*DIRECTIONS*
Transcribe each of the records below exactly, excluding all pictures.

[Stored data entries]
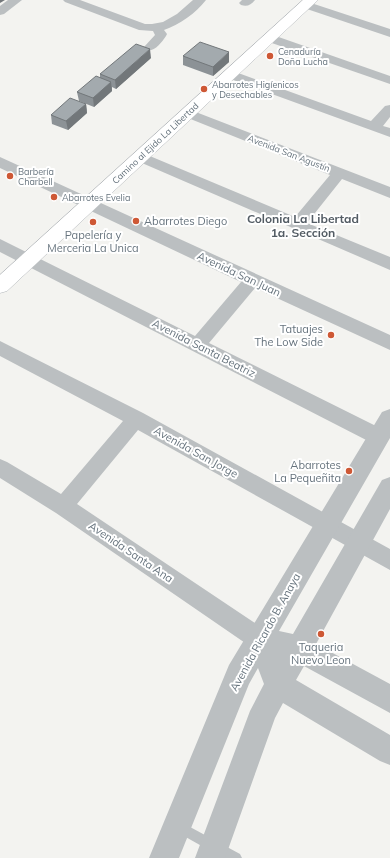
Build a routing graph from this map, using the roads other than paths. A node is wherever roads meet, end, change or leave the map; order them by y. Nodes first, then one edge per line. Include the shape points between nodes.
1 (16, 0) edge
2 (69, 0) edge
3 (200, 0) edge
4 (308, 3) edge
5 (109, 4) dead end
6 (0, 11) edge
7 (99, 11) junction
8 (158, 29) junction
9 (390, 33) edge
10 (270, 38) junction
11 (150, 47) edge
12 (230, 74) junction
13 (390, 80) edge
14 (390, 109) edge
15 (188, 114) junction
16 (374, 127) junction
17 (390, 133) edge
18 (140, 157) junction
19 (0, 162) edge
20 (339, 173) junction
21 (390, 193) edge
22 (90, 204) junction
23 (297, 225) junction
24 (0, 245) edge
25 (28, 260) junction
26 (390, 264) edge
27 (252, 280) junction
28 (0, 286) edge
29 (390, 343) edge
30 (198, 344) junction
31 (0, 348) edge
32 (136, 419) junction
33 (384, 428) edge
34 (0, 468) edge
35 (390, 487) edge
36 (63, 506) junction
37 (326, 524) junction
38 (359, 542) junction
39 (390, 560) edge
40 (259, 639) junction
41 (299, 649) junction
42 (278, 685) junction
43 (390, 699) edge
44 (390, 751) edge
45 (176, 826) junction
46 (220, 854) edge
47 (164, 858) edge

1 - 6 street
2 - 7 street
3 - 8 street via 171,24
4 - 9 street
4 - 10 main road, Camino al Ejido La Libertad
5 - 7 street
7 - 8 street via 143,27
8 - 11 street via 161,34
10 - 12 main road, Camino al Ejido La Libertad
10 - 13 street
12 - 15 main road, Camino al Ejido La Libertad
12 - 16 street
14 - 16 street
15 - 18 main road, Camino al Ejido La Libertad
15 - 20 street, Avenida San Agustín
16 - 17 street
18 - 22 main road, Camino al Ejido La Libertad
18 - 23 street
19 - 22 street, Avenida San Juan
20 - 21 street, Avenida San Agustín
20 - 23 street
22 - 25 main road, Camino al Ejido La Libertad
22 - 27 street, Avenida San Juan
23 - 26 street
24 - 25 street, Avenida Santa Beatriz
25 - 28 main road, Camino al Ejido La Libertad
25 - 30 street, Avenida Santa Beatriz
27 - 29 street, Avenida San Juan
27 - 30 street
30 - 33 street, Avenida Santa Beatriz
31 - 32 street, Avenida San Jorge
32 - 36 street
32 - 37 street, Avenida San Jorge
33 - 37 street, Avenida Ricardo B. Anaya
34 - 36 street, Avenida Santa Ana
35 - 38 street
36 - 40 street, Avenida Santa Ana
37 - 38 street, Avenida San Jorge
37 - 40 street, Avenida Ricardo B. Anaya
38 - 39 street, Avenida San Jorge
38 - 41 street
40 - 41 street, Avenida Santa Ana
40 - 42 street
40 - 45 street, Avenida Ricardo B. Anaya via 228,699
41 - 42 street
41 - 43 street, Avenida Santa Ana
42 - 44 street
42 - 46 street via 258,725
45 - 46 lane
45 - 47 street, Avenida Ricardo B. Anaya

*ANSWER TO THIS TASK*
Build a routing graph from this map, using the roads other than paths. A node is wherever roads meet, end, change or leave the map; order them by y. Nodes first, then one edge per line. Include the shape points between nodes.
1 (16, 0) edge
2 (69, 0) edge
3 (200, 0) edge
4 (308, 3) edge
5 (109, 4) dead end
6 (0, 11) edge
7 (99, 11) junction
8 (158, 29) junction
9 (390, 33) edge
10 (270, 38) junction
11 (150, 47) edge
12 (230, 74) junction
13 (390, 80) edge
14 (390, 109) edge
15 (188, 114) junction
16 (374, 127) junction
17 (390, 133) edge
18 (140, 157) junction
19 (0, 162) edge
20 (339, 173) junction
21 (390, 193) edge
22 (90, 204) junction
23 (297, 225) junction
24 (0, 245) edge
25 (28, 260) junction
26 (390, 264) edge
27 (252, 280) junction
28 (0, 286) edge
29 (390, 343) edge
30 (198, 344) junction
31 (0, 348) edge
32 (136, 419) junction
33 (384, 428) edge
34 (0, 468) edge
35 (390, 487) edge
36 (63, 506) junction
37 (326, 524) junction
38 (359, 542) junction
39 (390, 560) edge
40 (259, 639) junction
41 (299, 649) junction
42 (278, 685) junction
43 (390, 699) edge
44 (390, 751) edge
45 (176, 826) junction
46 (220, 854) edge
47 (164, 858) edge

1 - 6 street
2 - 7 street
3 - 8 street via 171,24
4 - 9 street
4 - 10 main road, Camino al Ejido La Libertad
5 - 7 street
7 - 8 street via 143,27
8 - 11 street via 161,34
10 - 12 main road, Camino al Ejido La Libertad
10 - 13 street
12 - 15 main road, Camino al Ejido La Libertad
12 - 16 street
14 - 16 street
15 - 18 main road, Camino al Ejido La Libertad
15 - 20 street, Avenida San Agustín
16 - 17 street
18 - 22 main road, Camino al Ejido La Libertad
18 - 23 street
19 - 22 street, Avenida San Juan
20 - 21 street, Avenida San Agustín
20 - 23 street
22 - 25 main road, Camino al Ejido La Libertad
22 - 27 street, Avenida San Juan
23 - 26 street
24 - 25 street, Avenida Santa Beatriz
25 - 28 main road, Camino al Ejido La Libertad
25 - 30 street, Avenida Santa Beatriz
27 - 29 street, Avenida San Juan
27 - 30 street
30 - 33 street, Avenida Santa Beatriz
31 - 32 street, Avenida San Jorge
32 - 36 street
32 - 37 street, Avenida San Jorge
33 - 37 street, Avenida Ricardo B. Anaya
34 - 36 street, Avenida Santa Ana
35 - 38 street
36 - 40 street, Avenida Santa Ana
37 - 38 street, Avenida San Jorge
37 - 40 street, Avenida Ricardo B. Anaya
38 - 39 street, Avenida San Jorge
38 - 41 street
40 - 41 street, Avenida Santa Ana
40 - 42 street
40 - 45 street, Avenida Ricardo B. Anaya via 228,699
41 - 42 street
41 - 43 street, Avenida Santa Ana
42 - 44 street
42 - 46 street via 258,725
45 - 46 lane
45 - 47 street, Avenida Ricardo B. Anaya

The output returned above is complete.